If your PR clients are selling products, then having quality images for promotion is critical to your strategy—both for the journalists who might cover those wares, and for the consumers who will be comparing your products to competitors’ offerings. In fact, a great image can be your best sales tool.

According to a recent blog post from product-placement PR firm Howling Moon PR, two thirds of consumers consider image quality to be “very important,” and as far as placement is concerned, journalists look for similarly engaging images to grab their readers’ attention. If you want to reflect the high quality of your products, then these images need to be high-quality representations as well.

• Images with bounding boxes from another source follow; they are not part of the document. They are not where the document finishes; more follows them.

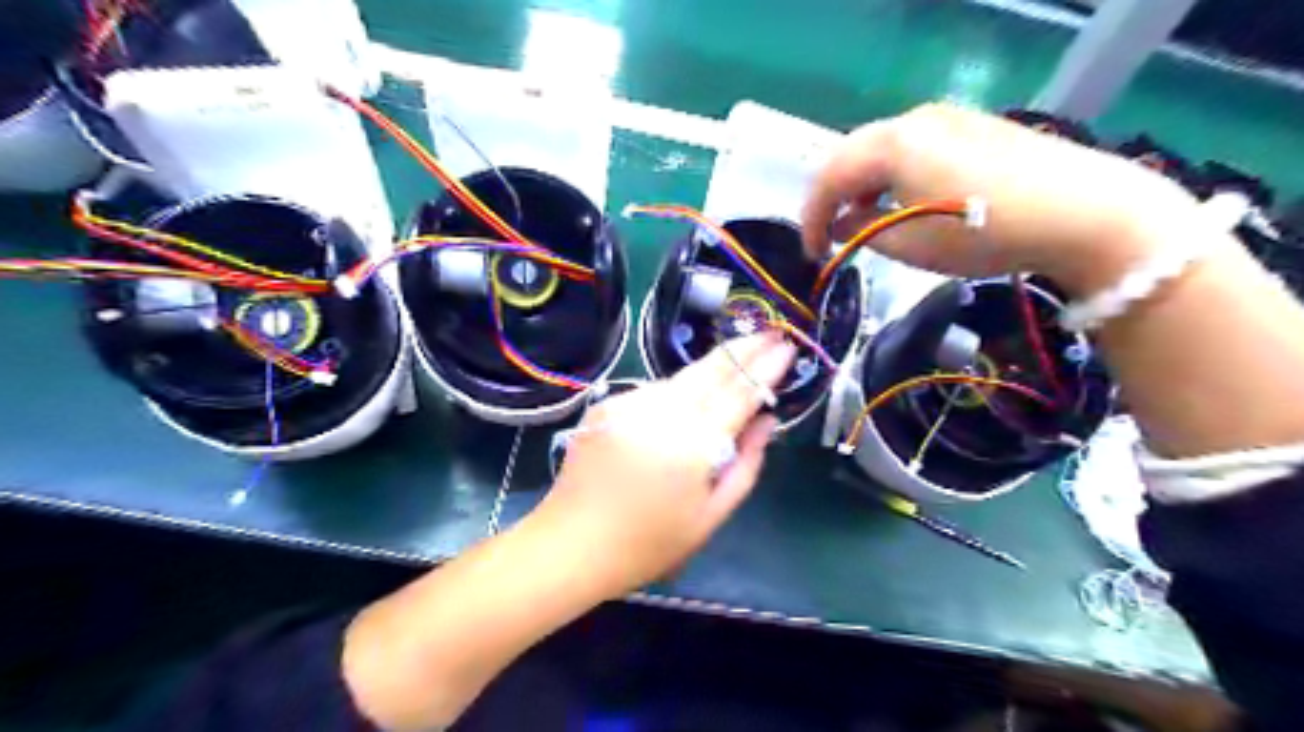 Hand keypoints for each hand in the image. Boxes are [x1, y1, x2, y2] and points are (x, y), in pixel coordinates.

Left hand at [529, 336, 795, 596]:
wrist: (572, 544)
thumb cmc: (649, 543)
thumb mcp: (711, 516)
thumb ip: (746, 464)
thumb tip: (766, 420)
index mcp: (692, 443)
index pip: (739, 393)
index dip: (766, 368)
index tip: (787, 347)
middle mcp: (661, 411)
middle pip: (711, 369)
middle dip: (744, 348)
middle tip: (771, 333)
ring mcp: (630, 403)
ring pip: (682, 376)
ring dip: (713, 367)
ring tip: (740, 357)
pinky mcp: (608, 404)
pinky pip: (655, 390)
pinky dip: (679, 388)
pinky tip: (690, 395)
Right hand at [808, 104, 1201, 296]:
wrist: (1083, 211)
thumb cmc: (984, 234)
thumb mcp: (911, 245)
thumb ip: (863, 232)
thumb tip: (842, 224)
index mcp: (891, 144)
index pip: (829, 177)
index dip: (812, 217)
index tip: (812, 253)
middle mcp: (913, 119)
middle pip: (850, 154)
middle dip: (833, 196)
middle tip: (830, 234)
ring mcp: (946, 117)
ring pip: (881, 148)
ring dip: (862, 184)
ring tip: (865, 221)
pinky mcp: (971, 126)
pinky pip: (911, 146)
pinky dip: (892, 174)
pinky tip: (904, 200) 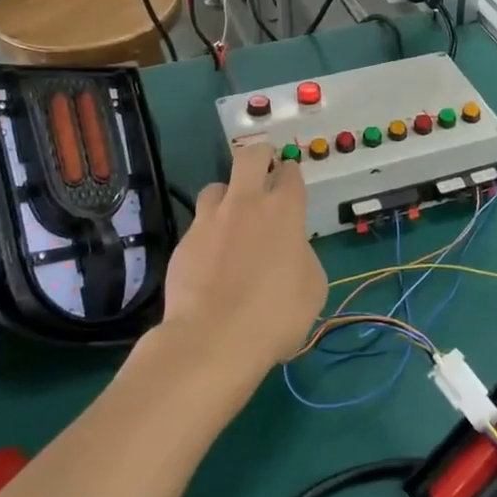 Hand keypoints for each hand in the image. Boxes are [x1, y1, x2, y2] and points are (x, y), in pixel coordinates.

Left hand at [160, 143, 327, 387]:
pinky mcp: (184, 242)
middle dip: (259, 156)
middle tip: (263, 170)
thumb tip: (289, 250)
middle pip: (250, 157)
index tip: (291, 185)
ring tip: (231, 219)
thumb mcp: (312, 286)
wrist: (213, 339)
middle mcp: (245, 204)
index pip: (290, 172)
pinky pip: (198, 225)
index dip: (291, 174)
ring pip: (216, 187)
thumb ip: (301, 254)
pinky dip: (208, 234)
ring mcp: (209, 220)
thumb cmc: (276, 314)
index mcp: (284, 210)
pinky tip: (211, 260)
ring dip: (227, 196)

In fact, subpar images—whether due to poor lighting or background, or a simple lack of imagination—could be the downfall of a product PR campaign. Not only will journalists bypass your press materials, but you will get similarly disappointing return from those images in catalogs, brochures, and website placements.

Our brains process images 60,000 times faster than text, and images capture readers’ attention and make content more digestible, according to Marx Communications president Wendy Marx. “Tell your story as visually as possible,“ she says in a recent blog post. “Visuals are a major draw for journalists who are on the hunt for their next story.“

Why PR must prioritize images—and how to track them

Marketing entrepreneur and blogger Jeff Bullas recently described reasons why images are important, certainly for inclusion in press releases, but also for your client’s online store or Facebook business page. He offers the following six reasons:

  • Articles with images get 94 percent more total views
  • Including a photo/video in a press release increases views by over 45 percent
  • 60 percent of consumers are more likely to consider or contact a business when an image shows up in local search results
  • In an ecommerce site, 67 percent of consumers say the quality of a product image is “very important” in selecting and purchasing a product
  • In an online store, customers think that the quality of a products image is more important than product-specific information (63 percent), a long description (54 percent) and ratings and reviews (53 percent)
  • Engagement rate on Facebook for photos averages 0.37 percent where text only is 0.27 percent—which translates to a 37 percent higher level of engagement for photos over text

“Look at things from your customer’s point of view,” continues the Howling Moon PR post. “They can’t physically see your product in front of them, they can’t feel it, turn it or touch it. The photograph is one of the most important selling aids you have at your disposal.“

But visually appealing press releases and online store content aren’t the only reasons that images are becoming critical for PR and marketing campaigns: the fact is, reading text on a screen is simply going out of fashion. A recent New York Times article series describes media’s post-text future, and one segment in the series by Farhad Manjoo talks specifically of the rise of a visual Internet. “If you … look ahead to the coming year online, one truth becomes clear,” Manjoo writes. “The defining narrative of our online moment concerns the decline of text, and the exploding reach and power of audio and video.“

Why PR must prioritize images—and how to track them

And so the question becomes, are you going to push things forward, or be left behind? Images and other multimedia are no longer optional, both for journalists and consumers.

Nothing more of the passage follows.